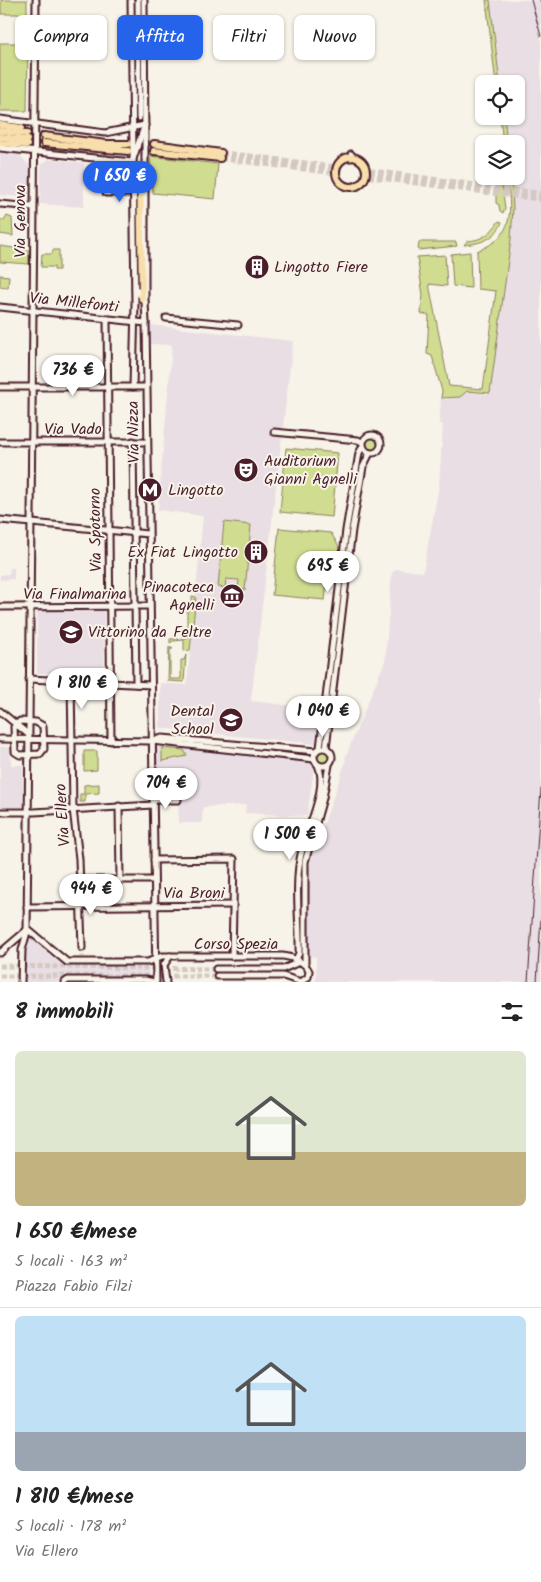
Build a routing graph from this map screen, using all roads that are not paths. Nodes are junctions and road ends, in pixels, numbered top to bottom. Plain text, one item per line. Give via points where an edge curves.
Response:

==

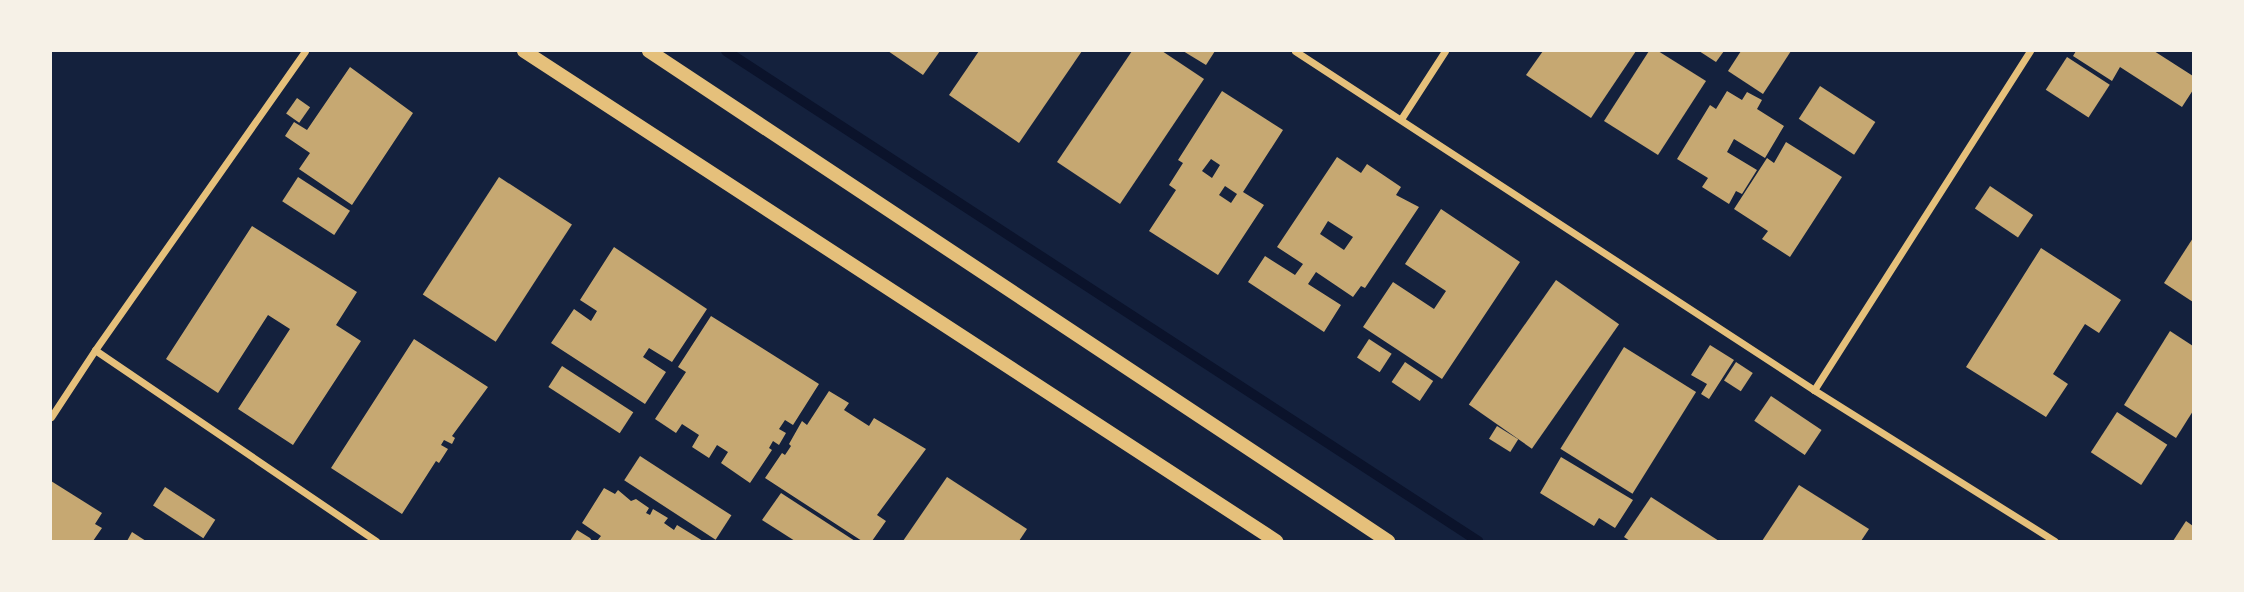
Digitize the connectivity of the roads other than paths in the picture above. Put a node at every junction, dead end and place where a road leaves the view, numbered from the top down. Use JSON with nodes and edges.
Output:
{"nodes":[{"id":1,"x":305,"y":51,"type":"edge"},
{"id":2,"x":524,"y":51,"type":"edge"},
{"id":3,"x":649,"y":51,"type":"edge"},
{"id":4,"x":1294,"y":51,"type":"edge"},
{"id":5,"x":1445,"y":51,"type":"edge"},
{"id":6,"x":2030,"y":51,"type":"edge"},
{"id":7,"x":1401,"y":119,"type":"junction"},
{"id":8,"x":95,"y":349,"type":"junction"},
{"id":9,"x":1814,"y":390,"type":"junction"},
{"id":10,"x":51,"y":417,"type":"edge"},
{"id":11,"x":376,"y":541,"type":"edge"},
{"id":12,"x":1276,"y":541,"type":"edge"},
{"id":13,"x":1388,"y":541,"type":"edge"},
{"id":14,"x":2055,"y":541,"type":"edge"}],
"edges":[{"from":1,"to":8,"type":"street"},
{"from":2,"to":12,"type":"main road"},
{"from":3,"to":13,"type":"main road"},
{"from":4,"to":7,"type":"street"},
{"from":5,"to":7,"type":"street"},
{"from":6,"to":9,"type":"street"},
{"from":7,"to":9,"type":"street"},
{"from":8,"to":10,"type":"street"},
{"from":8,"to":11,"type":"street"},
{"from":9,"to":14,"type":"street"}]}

WHAT THIS TASK INVOLVES →
Make a tally of the lines in this data that include the string "numbered", and answer with that tally alone.

RESPONSE TO THE EXERCISE →
2